Re: [Rd] binary string conversion to a vector (PR#14120)

From: Franc Brglez <brglez_at_ncsu.edu>
Date: Thu, 10 Dec 2009 17:11:52 -0500


Hello!  

Please accept my sincere apologies for annoying the R development team with my post this week. If I were required to register as "a developer" before submission, this would not have happened. To rehabilitate myself, please find at the bottom of this mail two R-functions, 'string2vector' and 'vector2string', with "comments and tests". Both functions may go a long way towards assisting a number of R-users to make their R-programming more productive. I am a novice R-programmer: I started dabbling in R less than two months ago, heavily influenced by examples of code I see, including within the R.org documents (monkey does what monkey sees). Before posting two functions, I would really appreciate constructive edits where they may be needed as well as their posting by someone-in-the-know so there will be conveniently accessible for R users.

I am very impressed with potential of R and the community supporting it. I just wish I got to R sooner: I am looking to R to better support my work in "designed experiments to assess the statistically significant performance of combinatorial optimization algorithms on instance isomorphs of NP-hard problems" -- for better context of this mouthful, see the few postings under   http://www.cbl.ncsu.edu:16080/xBed/publications/ I am working on a tutorial paper where I expect R to play a significant role in better explaining and illustrating, code-wise and graphically, the concepts discussed in the publications above. I would welcome a co-author with experience in R-programming as well as statistics and interests in the experimental methods addressed in these publications.

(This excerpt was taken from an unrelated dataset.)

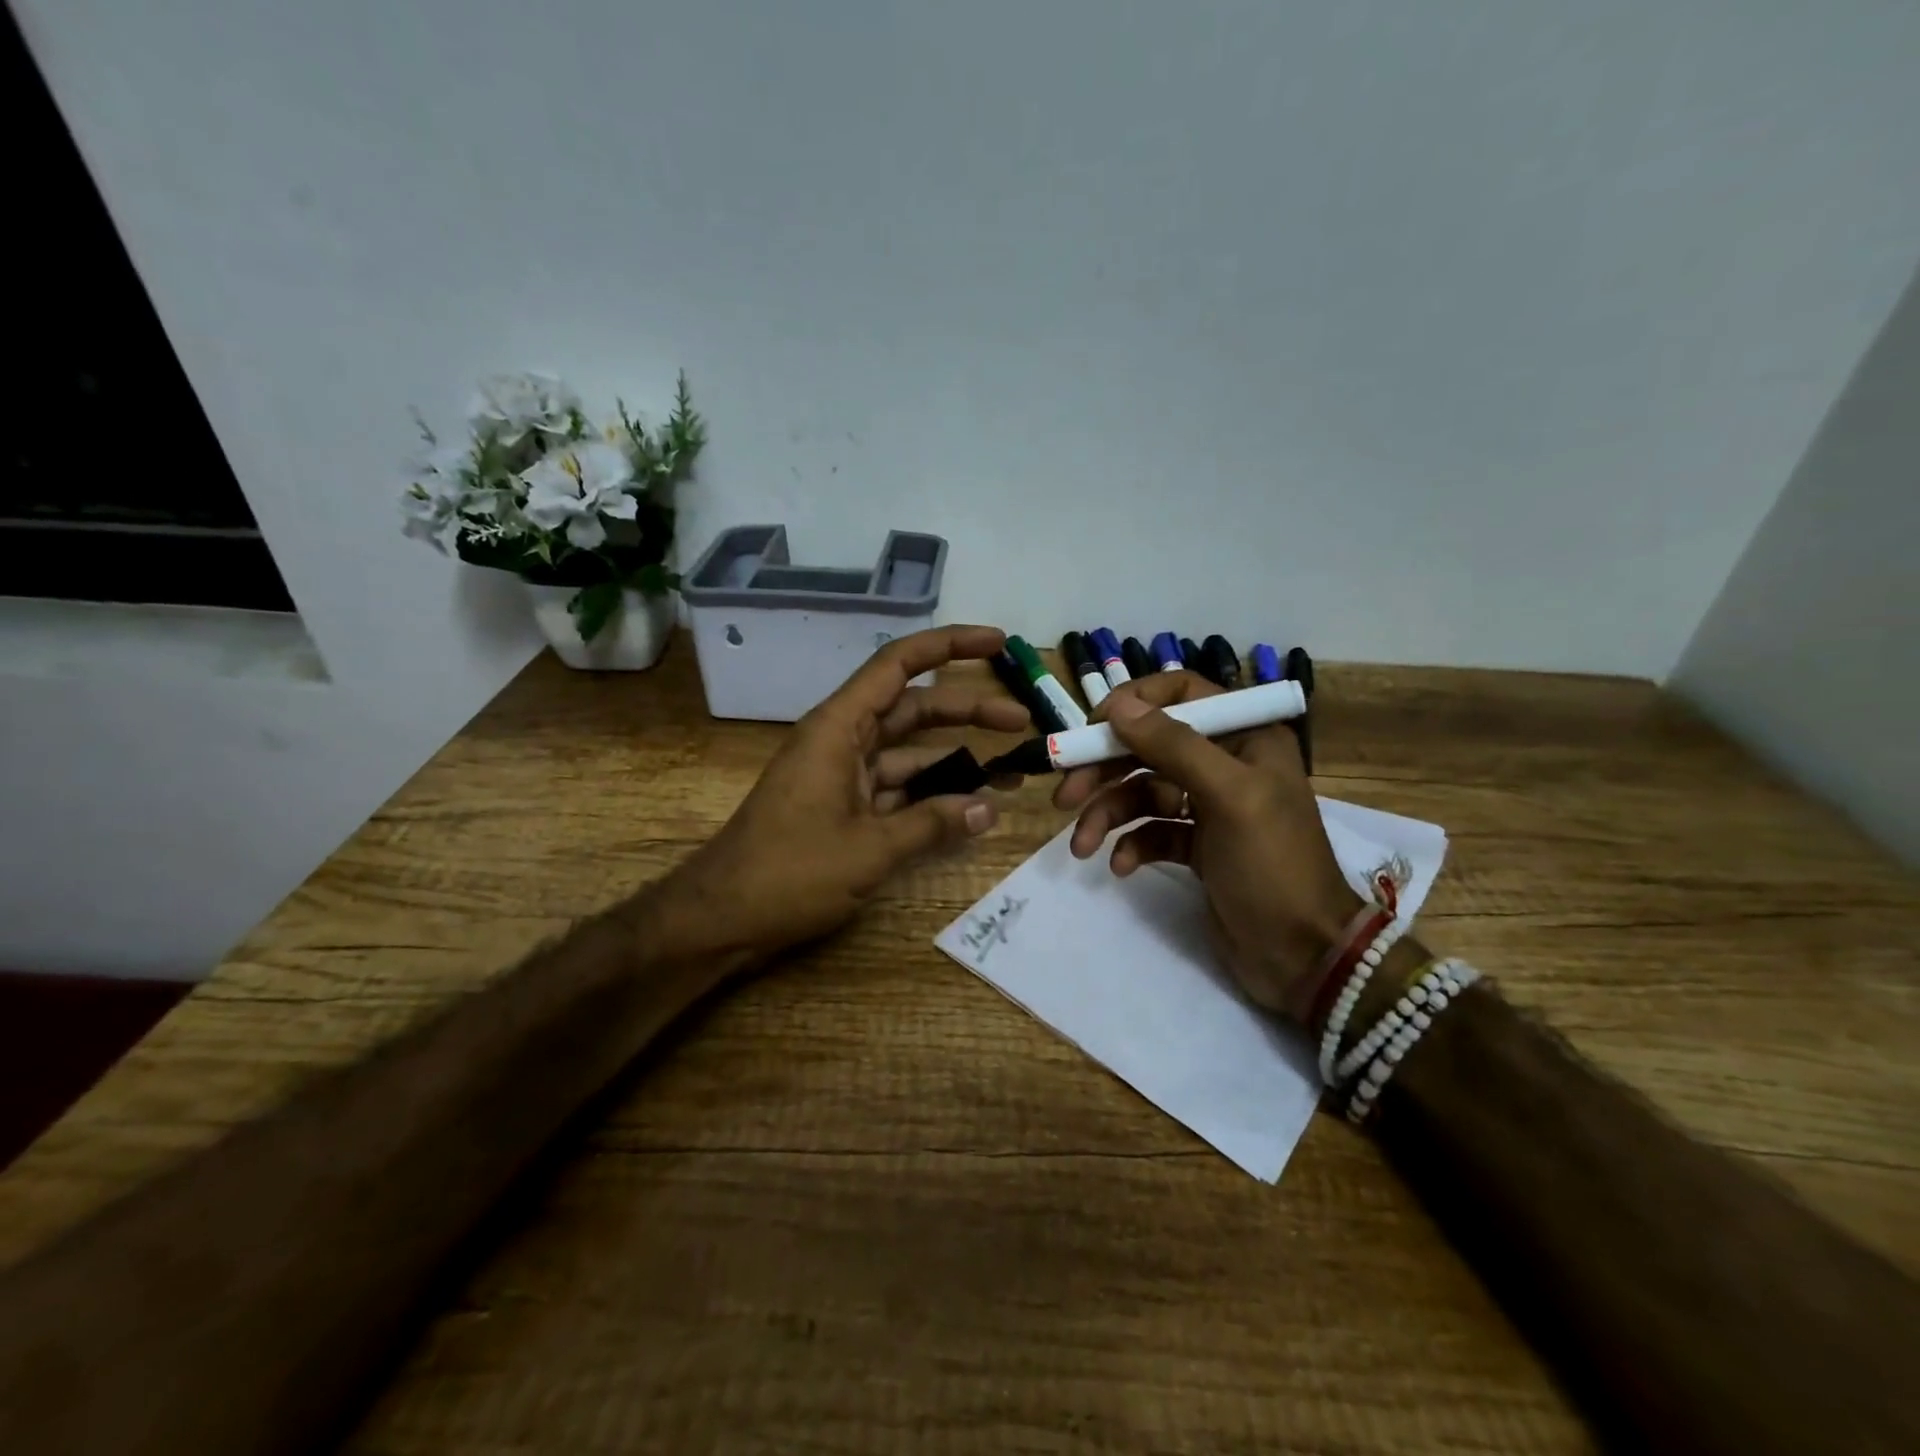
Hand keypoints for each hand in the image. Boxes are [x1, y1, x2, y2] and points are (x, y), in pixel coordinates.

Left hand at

As I elaborate in notes that follow, I was looking at a variety of "R-documents" before my "bug" submission. I would appreciate very much if some of you could take the time to scan through these notes and respond briefly with useful pointers. Here are the headlines:

    (1) why I still think there may be a bug with 'noquote' vs 'as.integer'

    (2) search on "split string" and "join string"; the missing package "stringr"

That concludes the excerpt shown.